There is a great need for more training capability in OCR such as we have in audio digitizing. Mike Mahoney sees two possible OCR projects: for non-Roman alphabets (that would include extension of Unicode for historic languages) and for written texts. The idea is to identify a set of resources that is highly structured in terms of script and layout
(e.g. ledgers) that would benefit from the digitizingof a new kind of material and provide a set of test material for new kinds of OCR. There was widespread interest in OCR in the history group (Marilyn Levine, Greg Crane) in the Interdisciplinary group and in Literature and Language, but no proposal outline.
.
Humanities Centers:
There was broad and related interest in working on developing a new kind of digital humanities center where scholars could work on projects, could share their work with others, could be trained and could use expensive equipment: we really need a sub-committee to explore relations with foundations.

There is clearly too much work being done in isolation and too much duplication going on in the contexts of each university working largely on its own resources. Within Performance Studies there was the issue of how to integrate information from the different areas (theatre, dance, music, etc). The Performing Arts group proposed an institute run by a national governing body that would seek $750K/yrs for 3 years to select existing centers and designate them as a “center” for scholarship in performing arts and then select visiting scholars, who would perhaps apply in teams (maybe a CS person and an arts person). They would get some salary, $’s for equipment to take back home.
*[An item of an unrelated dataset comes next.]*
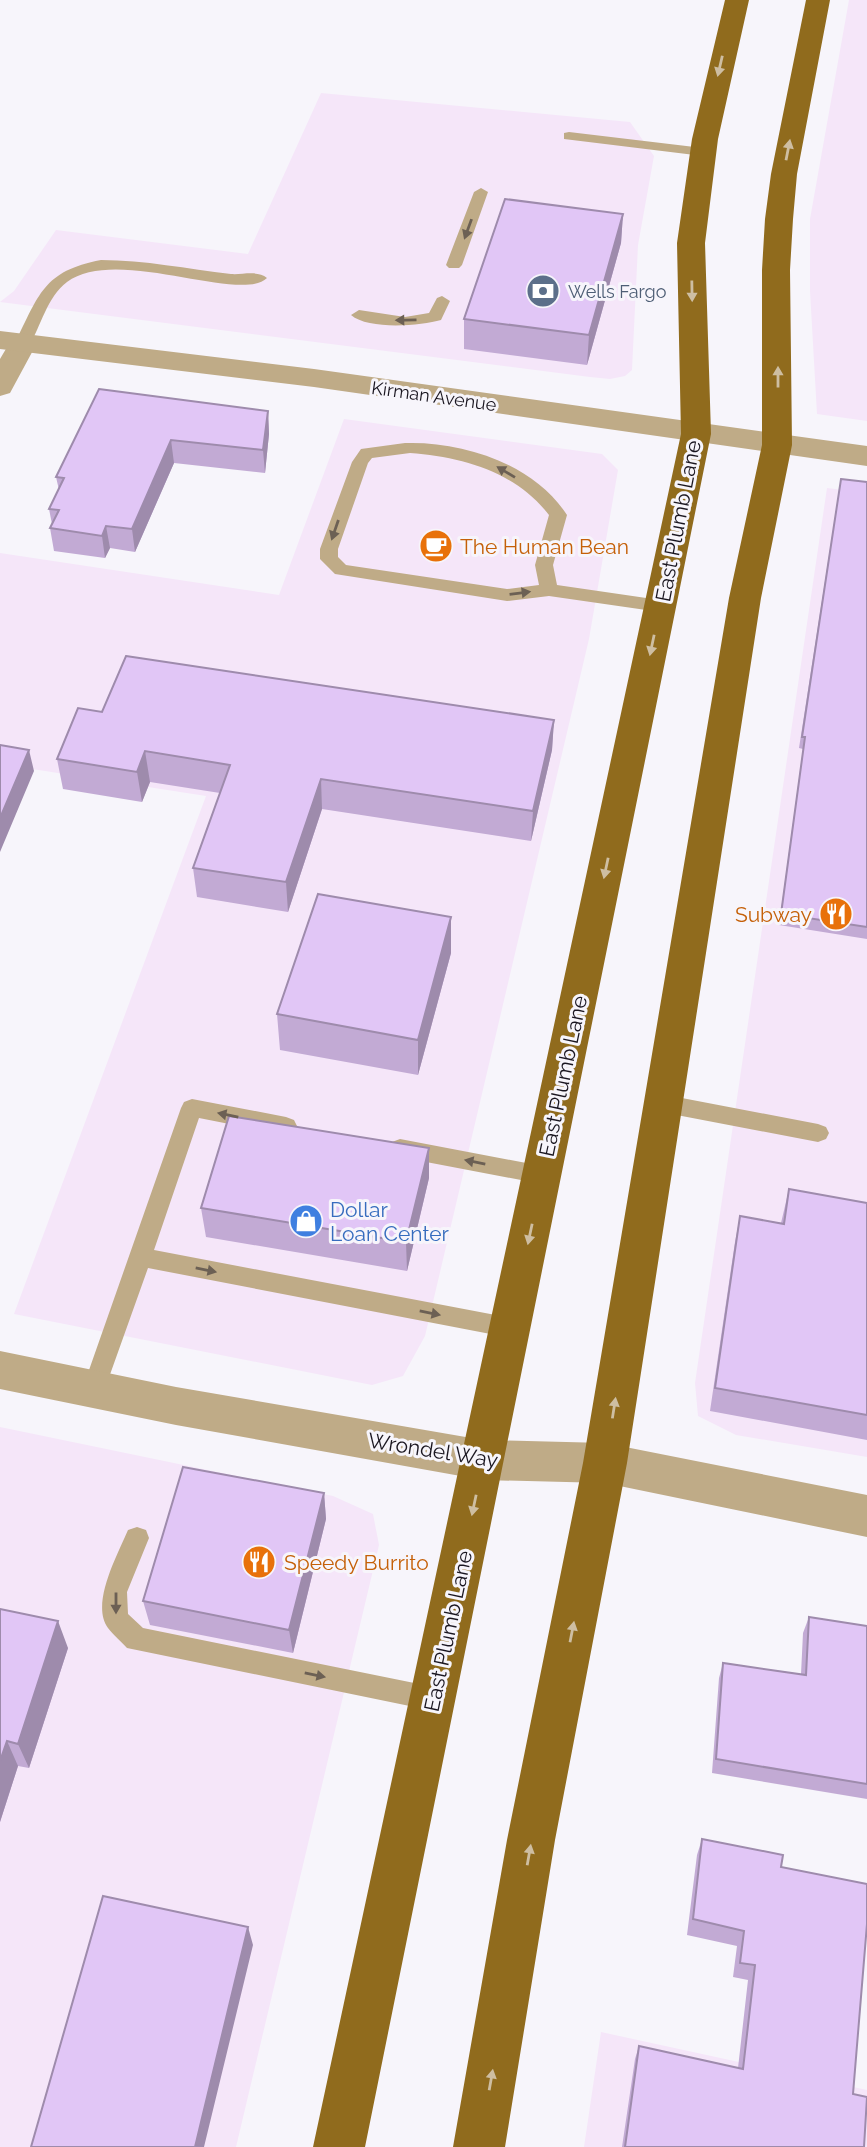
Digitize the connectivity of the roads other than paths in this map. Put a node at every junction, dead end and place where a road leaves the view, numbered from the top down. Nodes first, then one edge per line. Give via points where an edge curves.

Visual & Media Studies had the idea of pooling technology resources and taking better advantage of centers that exist, perhaps providing them with new resources so they could serve wider constituencies. There might be the understanding that there should be wider national consultation when projects are starting (to avoid duplication) and, if the services of a larger center were used that the results would be widely shared. All groups were interested in these related ideas. Others emphasized the importance of national meetings and of the emphasis on scholarship. The Interdisciplinary Studies group wanted this to have an international scope. Others thought a virtual network in addition to a physical center would be a vital component. This center would benefit from consistent participation from computer science. Other related issues included the issue of maintenance of projects and participation in national/regional digital repositories.

While harvesting shows some promise, all fields felt there needed to be more intensive development of search engines and systems for identifying the good sites. Tracing the way people search might assist the effort.
Language and literature had the idea of identifying a particular digital archive and sending in a team of scholars to look at whether scholars can really get the information useful to them. It was pointed out that the Scout project, School Zone, Webivore, and ISI are organizations that do this already. But the idea would be to take one of these further to meet more scholarly needs.

Real need to move away from manually building portal sites and to use CS technology to mine the wealth of new material coming online in a steady way. Could a discussion list be set up on this topic? Let’s find ways of developing much better searching of the big national projects such as American Memory.

There was some discussion of the importance of getting more scholars to recognize the importance of intellectual property legislation and for getting the scholar’s voice back into this process for arguing for fair use. David Green noted this was part of NINCH’s wider agenda and asked for further input from this community.